Ukrainian Orthodox Church believes Ecumenical Patriarch Bartholomew fell victim of provocation regarding Ukrainian church autocephaly

MOSCOW. Sept 5 (Interfax) - The Ukrainian Orthodox Church of the Moscow Patriarchate believes there has been some provocative influence on the report by Ecumenical Patriarch of Constantinople Bartholomew he made at a recent synaxis (assembly), in which he claimed the Ecumenical Patriarchate's right to make a decision on granting autocephaly to the Ukrainian church and denied this right to the Russian Orthodox Church, Ukrainian Orthodox Church of the Moscow Patriarchate spokesperson Vasyl Anisimov said in an interview with Interfax on Wednesday

"We have lately received a lot of provocative news reports on the meeting between the patriarchs in Istanbul, and I believe the current one is one of such. It's hard to believe that a church hierarchy respecting himself could have uttered this text, which is illiterate from all standpoints, including the canonical, historical, and even literary one," Anisimov said in an interview with Interfax.
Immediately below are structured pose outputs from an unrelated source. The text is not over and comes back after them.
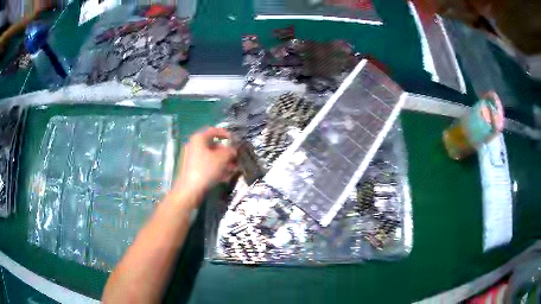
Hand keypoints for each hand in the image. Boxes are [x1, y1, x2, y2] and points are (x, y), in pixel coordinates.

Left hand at [174, 127, 236, 202]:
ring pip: (211, 157)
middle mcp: (194, 146)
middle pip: (213, 146)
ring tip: (234, 169)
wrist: (190, 190)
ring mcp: (192, 158)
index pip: (214, 131)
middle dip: (226, 152)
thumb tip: (234, 150)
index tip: (235, 139)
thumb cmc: (205, 169)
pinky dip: (216, 168)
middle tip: (236, 158)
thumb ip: (230, 151)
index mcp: (199, 139)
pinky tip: (225, 176)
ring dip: (223, 162)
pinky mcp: (192, 170)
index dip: (225, 134)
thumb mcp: (222, 158)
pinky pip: (207, 165)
The authors of this provocative text seem not to know that the cathedra of Kievan metropolitans was relocated to Moscow in the 14th century not from Kyiv but from Vladimir, where it had been relocated after Kyiv had been totally pillaged by Batu Khan, he said.

"As the capital of the only fully independent Orthodox church, Moscow was a place of pilgrimage for Eastern patriarchs suffering from foreign yoke for centuries, where they came for material support and for collecting alms. And they always received this. Two Constantinople patriarchs even died during these trips in the territory of the current Ukraine," Anisimov said.